■ Work required ■
Each entry must be copied exactly, without omission.

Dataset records
::::

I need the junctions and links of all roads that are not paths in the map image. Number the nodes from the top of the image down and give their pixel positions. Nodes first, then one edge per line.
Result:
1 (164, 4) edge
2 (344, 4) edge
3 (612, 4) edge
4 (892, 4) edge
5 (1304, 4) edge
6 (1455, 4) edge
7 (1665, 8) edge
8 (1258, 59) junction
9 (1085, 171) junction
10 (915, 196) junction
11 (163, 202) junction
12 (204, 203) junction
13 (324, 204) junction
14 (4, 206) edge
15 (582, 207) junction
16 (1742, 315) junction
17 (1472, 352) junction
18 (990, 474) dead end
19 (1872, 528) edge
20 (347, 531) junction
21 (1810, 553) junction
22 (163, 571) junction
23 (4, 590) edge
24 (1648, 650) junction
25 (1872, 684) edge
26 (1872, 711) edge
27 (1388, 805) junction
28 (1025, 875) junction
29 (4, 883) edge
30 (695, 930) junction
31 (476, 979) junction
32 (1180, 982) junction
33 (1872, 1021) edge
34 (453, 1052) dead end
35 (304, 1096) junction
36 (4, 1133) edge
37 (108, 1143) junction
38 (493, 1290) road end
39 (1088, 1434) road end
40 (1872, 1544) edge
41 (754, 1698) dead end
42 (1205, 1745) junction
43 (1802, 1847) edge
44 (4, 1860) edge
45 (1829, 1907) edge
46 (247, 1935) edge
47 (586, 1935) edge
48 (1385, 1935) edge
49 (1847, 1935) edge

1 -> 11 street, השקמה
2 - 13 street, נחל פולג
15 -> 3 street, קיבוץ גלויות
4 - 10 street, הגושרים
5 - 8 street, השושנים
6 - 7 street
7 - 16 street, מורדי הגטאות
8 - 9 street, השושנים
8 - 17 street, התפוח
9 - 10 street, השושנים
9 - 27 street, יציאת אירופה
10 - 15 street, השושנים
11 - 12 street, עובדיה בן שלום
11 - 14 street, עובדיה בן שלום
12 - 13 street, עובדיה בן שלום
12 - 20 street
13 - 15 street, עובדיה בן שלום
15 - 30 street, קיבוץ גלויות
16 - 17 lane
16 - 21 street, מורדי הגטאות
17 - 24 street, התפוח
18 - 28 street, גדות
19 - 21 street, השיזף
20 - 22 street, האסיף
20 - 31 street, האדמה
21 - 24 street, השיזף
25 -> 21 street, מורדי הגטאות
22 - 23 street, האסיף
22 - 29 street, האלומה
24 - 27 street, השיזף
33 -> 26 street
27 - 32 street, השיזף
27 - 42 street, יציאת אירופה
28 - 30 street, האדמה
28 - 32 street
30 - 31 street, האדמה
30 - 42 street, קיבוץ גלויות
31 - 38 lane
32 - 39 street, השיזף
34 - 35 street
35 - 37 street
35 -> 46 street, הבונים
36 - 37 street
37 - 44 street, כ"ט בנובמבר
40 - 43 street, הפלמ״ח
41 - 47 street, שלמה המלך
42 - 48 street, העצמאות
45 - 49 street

::::

■ Answer section ■
I need the junctions and links of all roads that are not paths in the map image. Number the nodes from the top of the image down and give their pixel positions. Nodes first, then one edge per line.
Result:
1 (164, 4) edge
2 (344, 4) edge
3 (612, 4) edge
4 (892, 4) edge
5 (1304, 4) edge
6 (1455, 4) edge
7 (1665, 8) edge
8 (1258, 59) junction
9 (1085, 171) junction
10 (915, 196) junction
11 (163, 202) junction
12 (204, 203) junction
13 (324, 204) junction
14 (4, 206) edge
15 (582, 207) junction
16 (1742, 315) junction
17 (1472, 352) junction
18 (990, 474) dead end
19 (1872, 528) edge
20 (347, 531) junction
21 (1810, 553) junction
22 (163, 571) junction
23 (4, 590) edge
24 (1648, 650) junction
25 (1872, 684) edge
26 (1872, 711) edge
27 (1388, 805) junction
28 (1025, 875) junction
29 (4, 883) edge
30 (695, 930) junction
31 (476, 979) junction
32 (1180, 982) junction
33 (1872, 1021) edge
34 (453, 1052) dead end
35 (304, 1096) junction
36 (4, 1133) edge
37 (108, 1143) junction
38 (493, 1290) road end
39 (1088, 1434) road end
40 (1872, 1544) edge
41 (754, 1698) dead end
42 (1205, 1745) junction
43 (1802, 1847) edge
44 (4, 1860) edge
45 (1829, 1907) edge
46 (247, 1935) edge
47 (586, 1935) edge
48 (1385, 1935) edge
49 (1847, 1935) edge

1 -> 11 street, השקמה
2 - 13 street, נחל פולג
15 -> 3 street, קיבוץ גלויות
4 - 10 street, הגושרים
5 - 8 street, השושנים
6 - 7 street
7 - 16 street, מורדי הגטאות
8 - 9 street, השושנים
8 - 17 street, התפוח
9 - 10 street, השושנים
9 - 27 street, יציאת אירופה
10 - 15 street, השושנים
11 - 12 street, עובדיה בן שלום
11 - 14 street, עובדיה בן שלום
12 - 13 street, עובדיה בן שלום
12 - 20 street
13 - 15 street, עובדיה בן שלום
15 - 30 street, קיבוץ גלויות
16 - 17 lane
16 - 21 street, מורדי הגטאות
17 - 24 street, התפוח
18 - 28 street, גדות
19 - 21 street, השיזף
20 - 22 street, האסיף
20 - 31 street, האדמה
21 - 24 street, השיזף
25 -> 21 street, מורדי הגטאות
22 - 23 street, האסיף
22 - 29 street, האלומה
24 - 27 street, השיזף
33 -> 26 street
27 - 32 street, השיזף
27 - 42 street, יציאת אירופה
28 - 30 street, האדמה
28 - 32 street
30 - 31 street, האדמה
30 - 42 street, קיבוץ גלויות
31 - 38 lane
32 - 39 street, השיזף
34 - 35 street
35 - 37 street
35 -> 46 street, הבונים
36 - 37 street
37 - 44 street, כ"ט בנובמבר
40 - 43 street, הפלמ״ח
41 - 47 street, שלמה המלך
42 - 48 street, העצמאות
45 - 49 street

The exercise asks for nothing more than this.